Why you might not: The code’s simplicity is also its downfall. You must choose from a limited pull-down menu of what can be encoded into a given QR code, which limits functionality to information like names and numbers. If you want more sophisticated marketing options, this product is not for you. Note: The website runs best on Windows Explorer in my testing.
(Basic service: free; a pro package, with advanced features: $99 a month; an enterprise package with more features and access to Internet ad networks: $499 a month)
What it is: ShareSquare is a Web-based, QR code management tool that seeks to combine the creation and publication of QR codes with company content. The tool supports videos, downloadable files, biographical information and many other features and then serves up this information live on the mobile Web for free.
Why you might like it: ShareSquare offers an easy on-ramp for sophisticated marketing with QR codes. Simply log in, create a free account and start uploading company content. In about 20 minutes, you can have a functioning QR code-based marketing campaign. The rendered code, which can work on printed marketing materials and the Web, links not just to simple names and information, but company brochures, Facebook feeds, Twitter content and promotional campaigns. You can even run a contest with the tool. What's more, the analytics on the service accurately track the consumption of ShareSquare content. I saw right away that my test QR code was seen by five unique visitors and viewed 18 times. Impressive.
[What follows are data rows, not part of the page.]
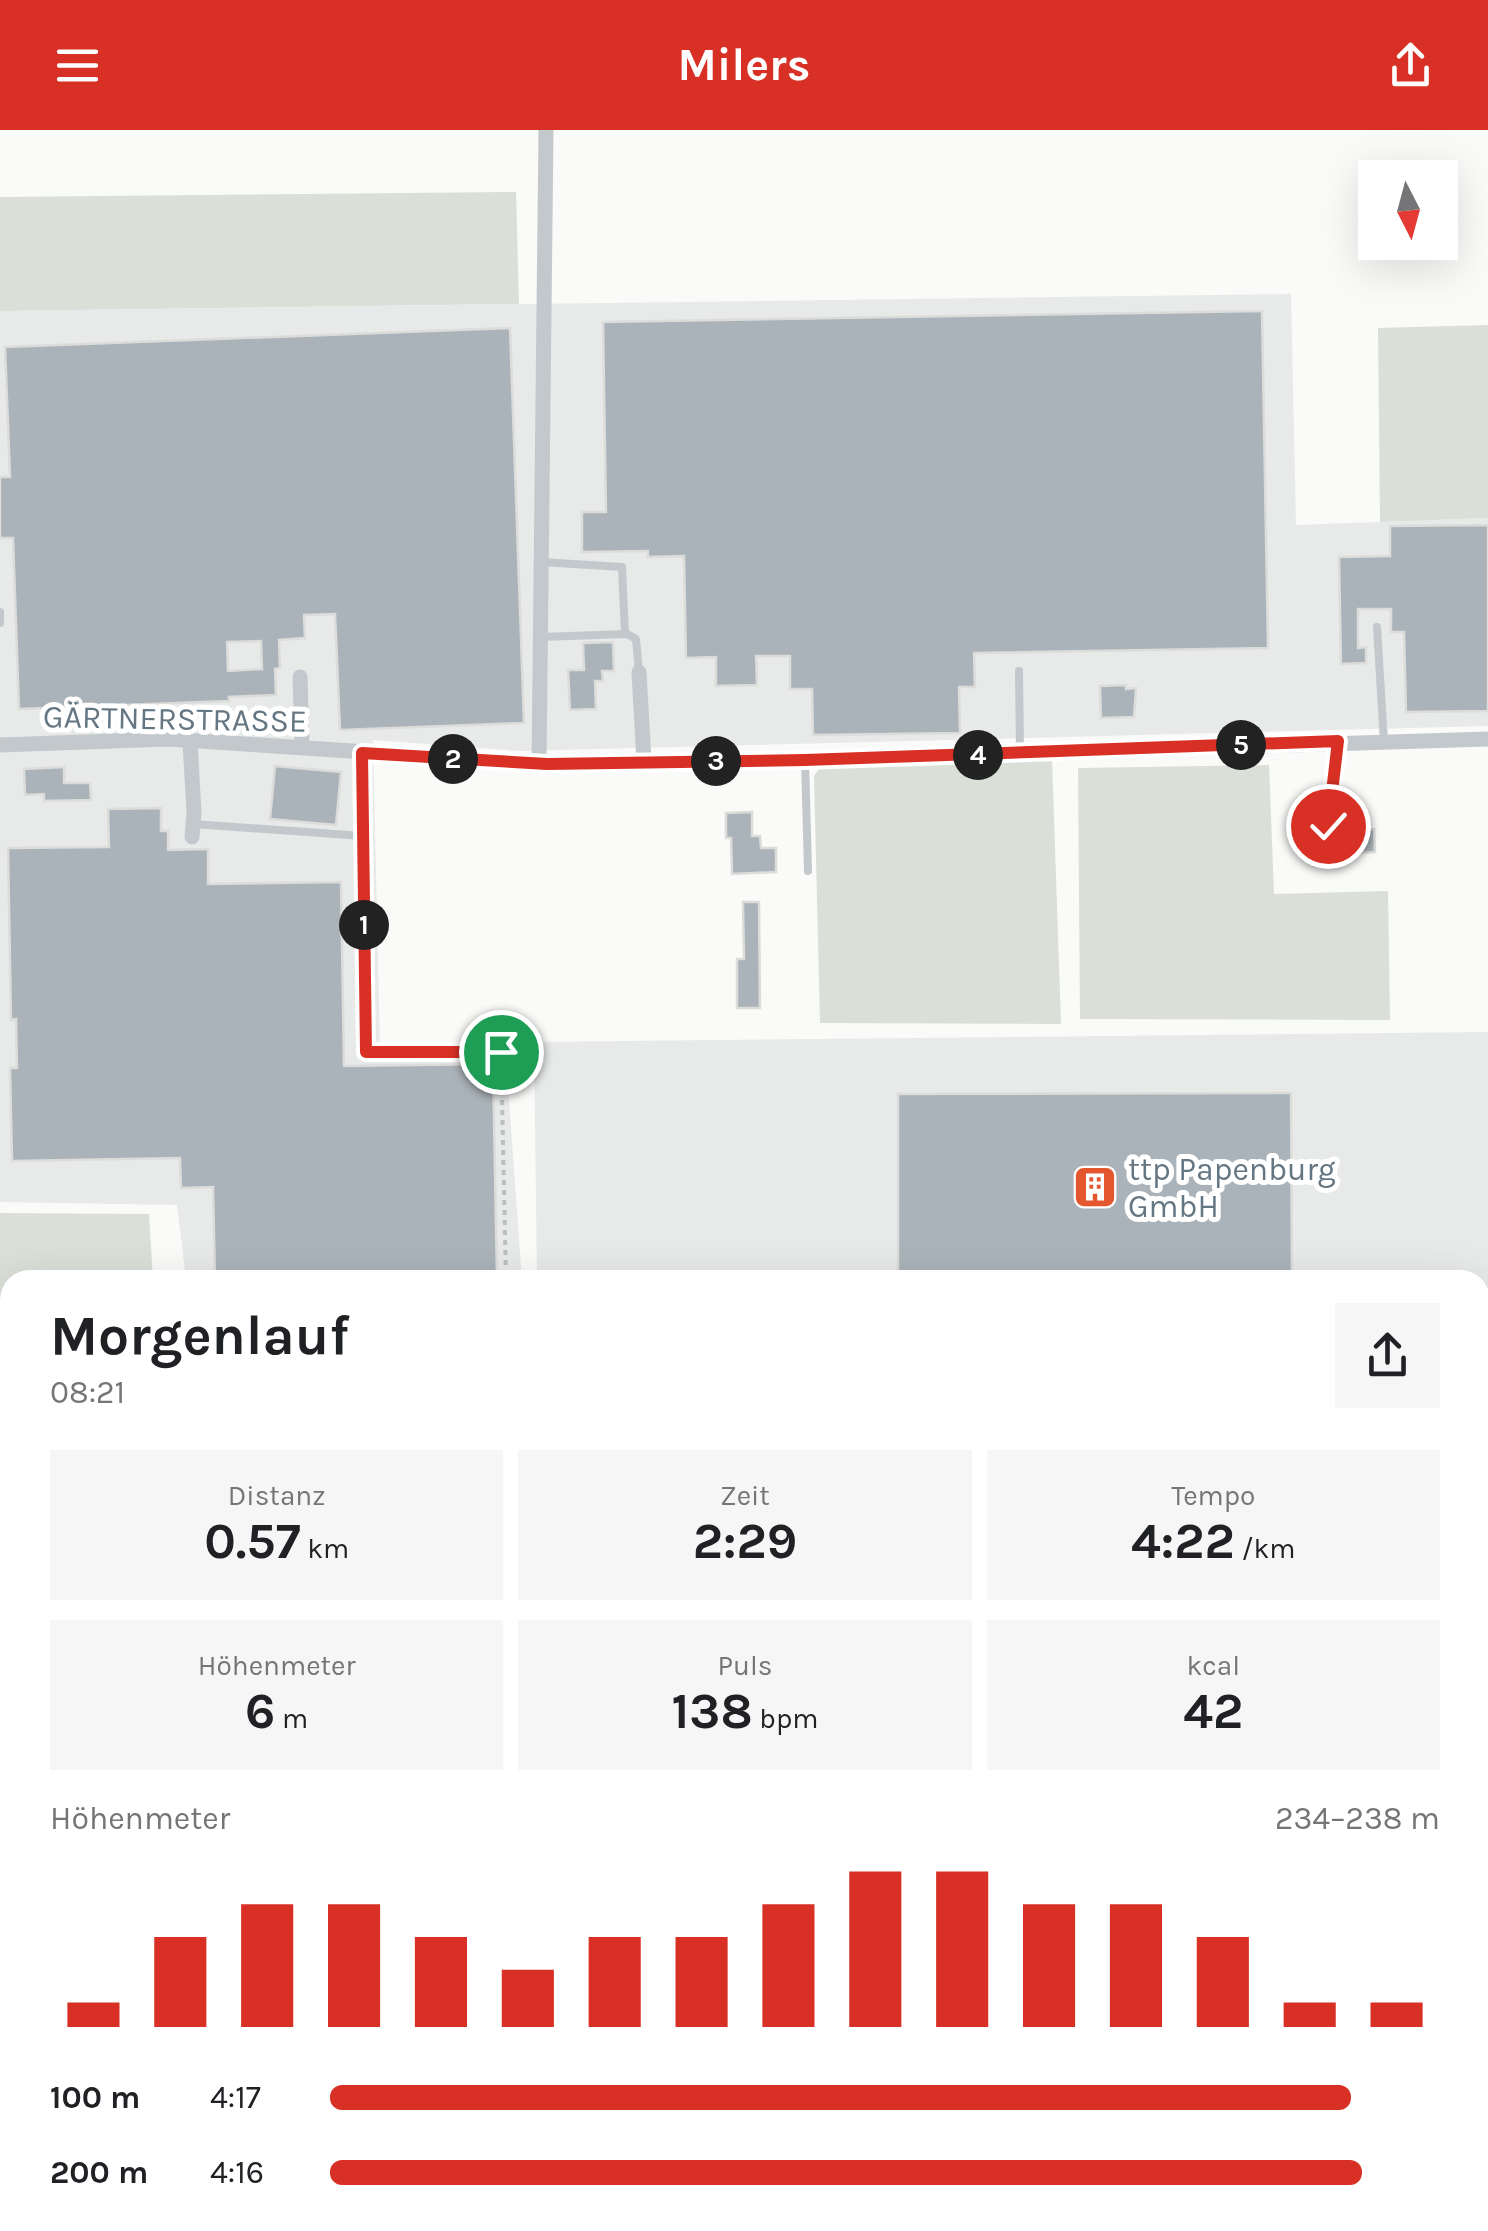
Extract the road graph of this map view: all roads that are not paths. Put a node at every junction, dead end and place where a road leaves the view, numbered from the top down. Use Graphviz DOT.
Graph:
graph roads {
  1 [pos="546,130"];
  2 [pos="541,562"];
  3 [pos="0,612"];
  4 [pos="0,623"];
  5 [pos="1377,627"];
  6 [pos="625,634"];
  7 [pos="540,637"];
  8 [pos="1019,670"];
  9 [pos="639,672"];
  10 [pos="300,677"];
  11 [pos="1488,739"];
  12 [pos="1338,741"];
  13 [pos="190,742"];
  14 [pos="1384,742"];
  15 [pos="0,745"];
  16 [pos="302,746"];
  17 [pos="1020,753"];
  18 [pos="805,760"];
  19 [pos="644,762"];
  20 [pos="540,764"];
  21 [pos="1328,826"];
  22 [pos="192,831"];
  23 [pos="364,836"];
  24 [pos="808,870"];
  1 -- 2 [label="street"];
  2 -- 6 [label="lane"];
  2 -- 7 [label="street"];
  3 -- 4 [label="lane"];
  5 -- 14 [label="lane"];
  6 -- 7 [label="lane"];
  6 -- 9 [label="lane"];
  7 -- 20 [label="street"];
  8 -- 17 [label="lane"];
  9 -- 19 [label="street"];
  10 -- 16 [label="street"];
  11 -- 14 [label="street, GÄRTNERSTRASSE"];
  12 -- 14 [label="street, GÄRTNERSTRASSE"];
  12 -- 17 [label="street, GÄRTNERSTRASSE"];
  12 -- 21 [label="lane"];
  13 -- 15 [label="street, GÄRTNERSTRASSE"];
  13 -- 16 [label="street, GÄRTNERSTRASSE"];
  13 -- 22 [label="street"];
  16 -- 20 [label="street, GÄRTNERSTRASSE"];
  17 -- 18 [label="street, GÄRTNERSTRASSE"];
  18 -- 19 [label="street, GÄRTNERSTRASSE"];
  18 -- 24 [label="lane"];
  19 -- 20 [label="street, GÄRTNERSTRASSE"];
  22 -- 23 [label="lane"];
}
Why you might not: ShareSquare requires that an ugly black-and-white design be prominently displayed in your business identity, and not off, out of the way as is possible with simpler QR tools. This QR code is not only utterly meaningless to the vast majority of customers, it is potentially alienating. The unknowing will clearly think it is a mistake.
What to do: When marketing with QR codes, businesses will want to be clear to customers that the code adds value. And please keep in mind, only customers with properly enabled smart phones can use QR codes. So be sure your customers are in this niche, and ready for the concept of QR codes.
Considering the movement toward lower cost, ease of use and marketing potential for QR codes, it’s certainly worth an hour or two of your time to download any of these apps, scan some bar codes, create some simple QR codes and try a small campaign. Assuming you keep that test limited, whatever QR code weirdness factor that might emerge will be minimized.
Just remember, QR marketing is right in the middle of a classic Web hype cycle with its claims wildly overstated by proponents. Like all marketing, it must be treated as a trial-and-error affair. Move slowly, and if you are not seeing results, drop it.